**WHAT THE TASK ASKS:**
In the entries below, find the lines that contain the word "Donderslaan" and copy them.

**DATA:**
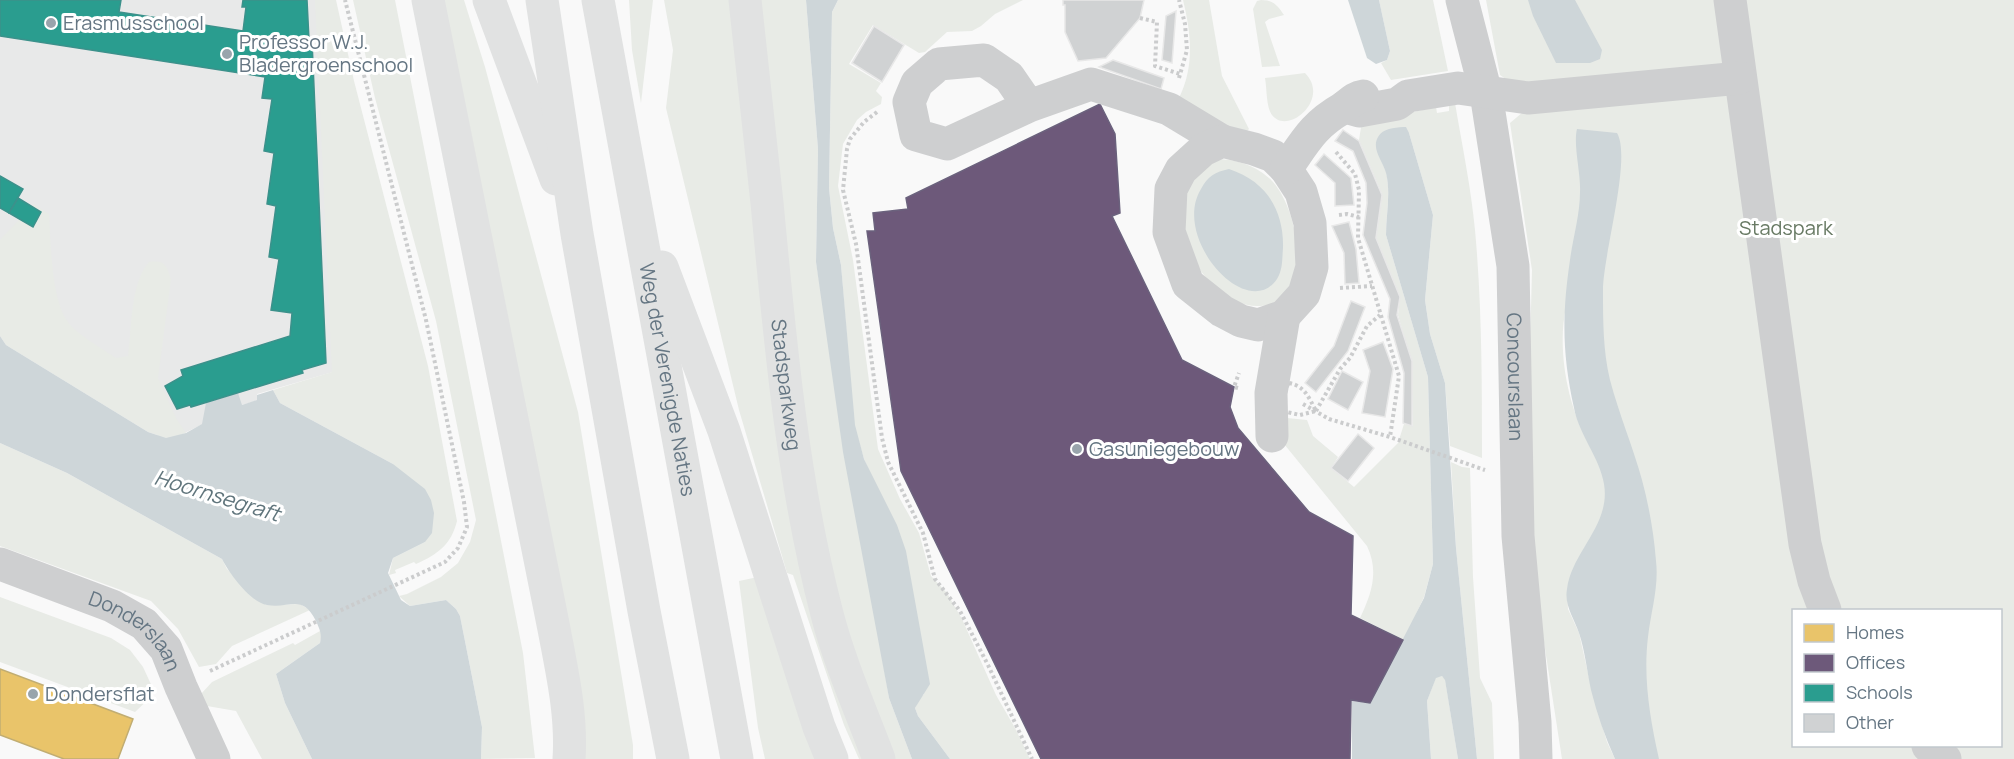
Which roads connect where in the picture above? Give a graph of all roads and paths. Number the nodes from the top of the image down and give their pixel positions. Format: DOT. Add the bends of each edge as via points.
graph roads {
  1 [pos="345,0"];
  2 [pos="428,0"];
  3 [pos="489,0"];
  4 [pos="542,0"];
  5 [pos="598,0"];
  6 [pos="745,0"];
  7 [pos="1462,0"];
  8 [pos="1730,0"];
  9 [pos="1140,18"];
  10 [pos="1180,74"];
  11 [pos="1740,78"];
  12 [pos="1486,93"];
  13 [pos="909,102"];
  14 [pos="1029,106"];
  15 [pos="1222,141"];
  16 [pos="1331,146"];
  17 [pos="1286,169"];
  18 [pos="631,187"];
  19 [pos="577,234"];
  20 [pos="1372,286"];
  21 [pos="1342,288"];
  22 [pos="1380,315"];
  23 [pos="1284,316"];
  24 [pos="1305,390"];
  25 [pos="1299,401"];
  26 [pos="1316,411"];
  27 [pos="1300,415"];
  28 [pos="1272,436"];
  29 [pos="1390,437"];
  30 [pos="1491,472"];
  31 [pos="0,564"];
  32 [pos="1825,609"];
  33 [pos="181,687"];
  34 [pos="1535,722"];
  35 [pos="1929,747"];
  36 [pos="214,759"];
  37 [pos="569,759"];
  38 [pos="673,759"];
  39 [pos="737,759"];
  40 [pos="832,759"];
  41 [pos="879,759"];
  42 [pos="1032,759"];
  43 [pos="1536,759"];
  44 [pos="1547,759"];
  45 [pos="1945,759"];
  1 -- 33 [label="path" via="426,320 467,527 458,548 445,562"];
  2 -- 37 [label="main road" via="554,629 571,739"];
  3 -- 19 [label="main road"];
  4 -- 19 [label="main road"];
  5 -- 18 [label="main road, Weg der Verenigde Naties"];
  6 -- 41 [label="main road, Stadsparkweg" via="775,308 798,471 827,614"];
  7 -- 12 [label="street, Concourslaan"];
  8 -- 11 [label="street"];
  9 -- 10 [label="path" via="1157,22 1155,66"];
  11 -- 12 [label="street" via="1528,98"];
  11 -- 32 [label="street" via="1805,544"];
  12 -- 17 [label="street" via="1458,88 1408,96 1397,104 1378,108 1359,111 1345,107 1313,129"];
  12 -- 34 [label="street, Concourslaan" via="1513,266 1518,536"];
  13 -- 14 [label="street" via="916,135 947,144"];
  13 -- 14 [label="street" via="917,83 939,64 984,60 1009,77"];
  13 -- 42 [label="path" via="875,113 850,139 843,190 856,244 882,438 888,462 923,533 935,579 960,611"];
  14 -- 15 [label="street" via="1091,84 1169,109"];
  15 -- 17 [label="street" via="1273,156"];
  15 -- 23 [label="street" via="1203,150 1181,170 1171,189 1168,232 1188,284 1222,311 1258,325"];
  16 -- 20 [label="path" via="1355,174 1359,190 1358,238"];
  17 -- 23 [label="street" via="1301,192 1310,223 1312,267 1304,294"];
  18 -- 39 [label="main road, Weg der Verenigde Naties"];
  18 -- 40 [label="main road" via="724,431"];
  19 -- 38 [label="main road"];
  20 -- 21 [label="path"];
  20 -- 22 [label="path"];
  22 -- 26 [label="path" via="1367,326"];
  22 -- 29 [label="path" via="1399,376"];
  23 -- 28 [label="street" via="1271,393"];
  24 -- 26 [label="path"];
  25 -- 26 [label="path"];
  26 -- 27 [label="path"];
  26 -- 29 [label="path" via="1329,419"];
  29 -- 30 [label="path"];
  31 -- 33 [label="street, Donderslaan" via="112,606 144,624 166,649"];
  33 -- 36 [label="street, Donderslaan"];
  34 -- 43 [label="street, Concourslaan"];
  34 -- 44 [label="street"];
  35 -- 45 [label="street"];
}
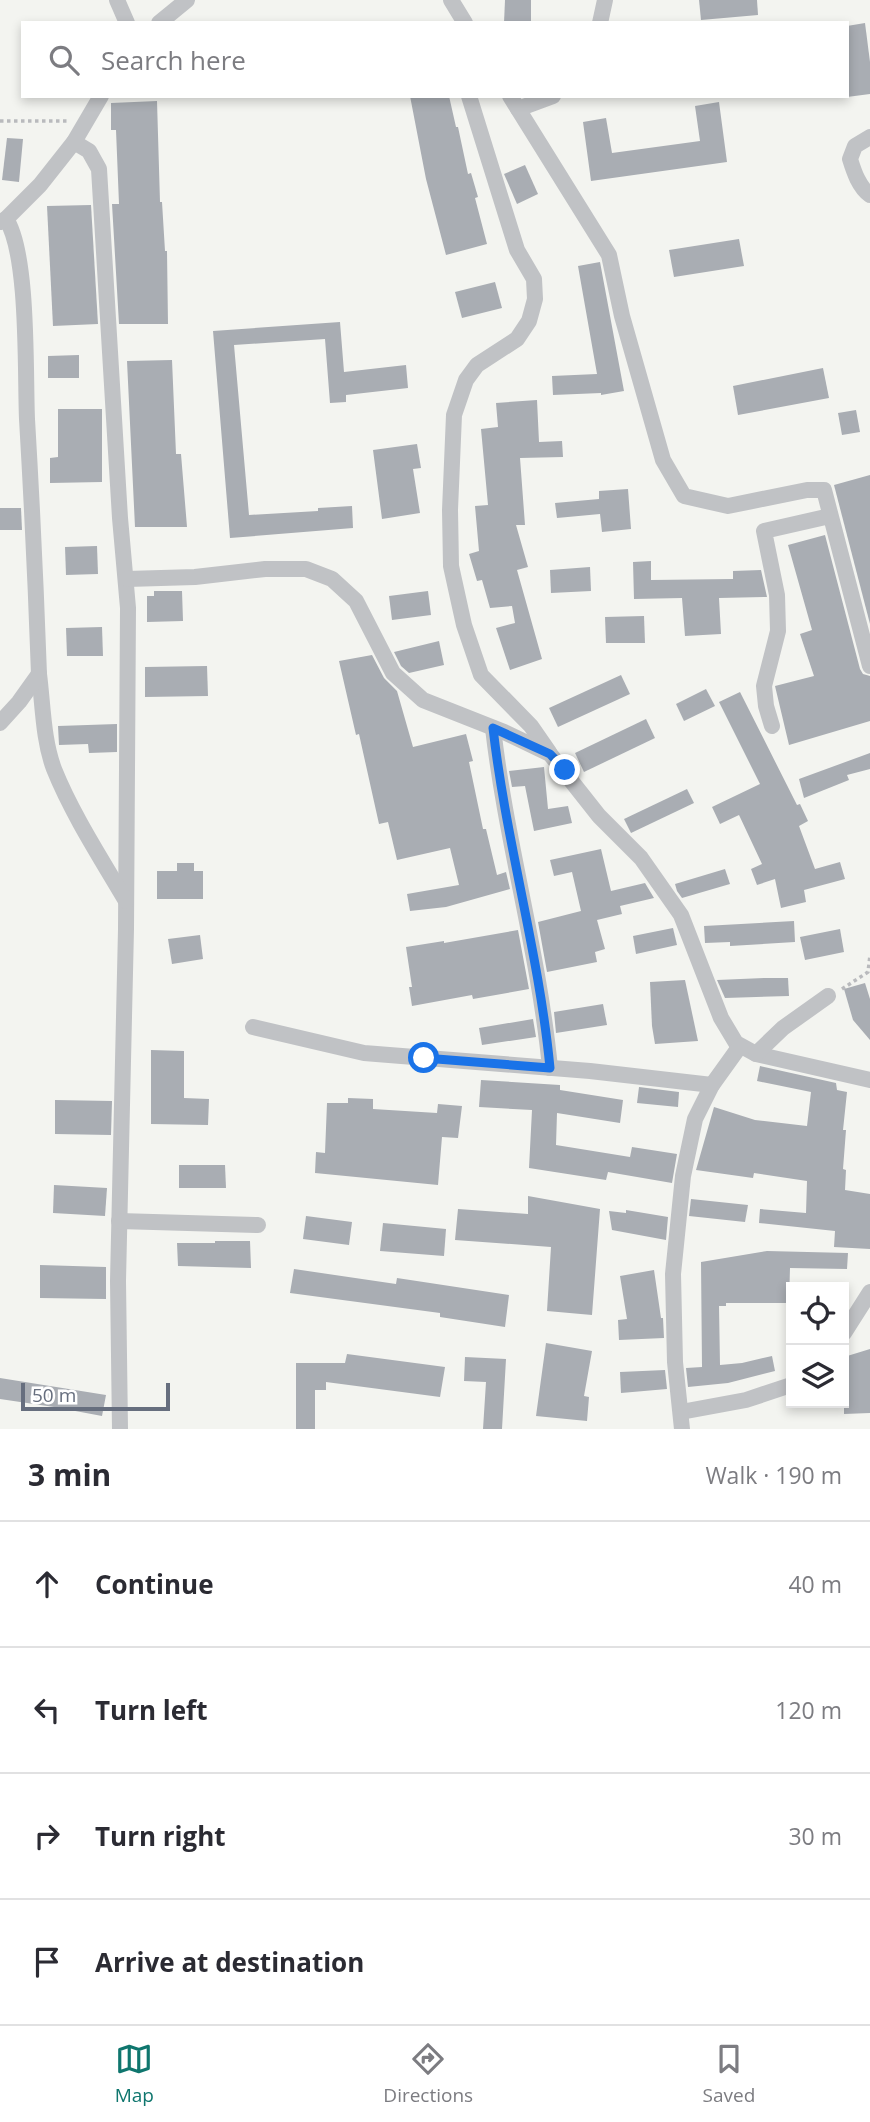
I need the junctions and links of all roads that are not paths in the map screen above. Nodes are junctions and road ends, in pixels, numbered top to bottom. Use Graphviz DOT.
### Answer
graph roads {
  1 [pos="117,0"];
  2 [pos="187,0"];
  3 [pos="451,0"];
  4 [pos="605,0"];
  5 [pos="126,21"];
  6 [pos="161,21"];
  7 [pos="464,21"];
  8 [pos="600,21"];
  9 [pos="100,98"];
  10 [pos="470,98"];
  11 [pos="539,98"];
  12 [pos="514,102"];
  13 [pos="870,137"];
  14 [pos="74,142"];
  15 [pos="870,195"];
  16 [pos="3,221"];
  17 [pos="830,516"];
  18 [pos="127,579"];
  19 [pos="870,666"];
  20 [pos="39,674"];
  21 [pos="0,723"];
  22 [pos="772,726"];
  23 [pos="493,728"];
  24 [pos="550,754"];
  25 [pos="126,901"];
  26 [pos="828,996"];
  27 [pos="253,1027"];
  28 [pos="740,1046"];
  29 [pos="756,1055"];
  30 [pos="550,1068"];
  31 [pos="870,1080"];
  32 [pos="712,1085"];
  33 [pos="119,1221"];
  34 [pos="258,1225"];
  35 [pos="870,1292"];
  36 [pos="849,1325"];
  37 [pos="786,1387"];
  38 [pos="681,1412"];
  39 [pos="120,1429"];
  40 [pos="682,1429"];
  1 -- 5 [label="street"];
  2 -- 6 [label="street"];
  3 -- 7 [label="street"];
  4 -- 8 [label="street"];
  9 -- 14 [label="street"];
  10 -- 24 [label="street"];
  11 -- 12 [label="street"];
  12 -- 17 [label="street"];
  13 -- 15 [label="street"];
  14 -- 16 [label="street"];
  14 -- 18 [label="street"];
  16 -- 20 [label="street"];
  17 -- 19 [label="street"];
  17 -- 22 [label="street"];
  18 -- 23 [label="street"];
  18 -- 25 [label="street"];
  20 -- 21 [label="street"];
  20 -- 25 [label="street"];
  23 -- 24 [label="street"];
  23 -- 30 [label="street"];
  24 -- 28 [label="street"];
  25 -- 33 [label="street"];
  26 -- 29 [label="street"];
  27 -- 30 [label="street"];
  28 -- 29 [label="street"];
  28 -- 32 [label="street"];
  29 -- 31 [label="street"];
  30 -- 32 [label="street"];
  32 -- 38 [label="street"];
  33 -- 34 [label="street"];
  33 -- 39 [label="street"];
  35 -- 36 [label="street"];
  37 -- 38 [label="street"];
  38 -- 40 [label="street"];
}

**WRITTEN ANSWER:**
  31 -- 33 [label="street, Donderslaan" via="112,606 144,624 166,649"];
  33 -- 36 [label="street, Donderslaan"];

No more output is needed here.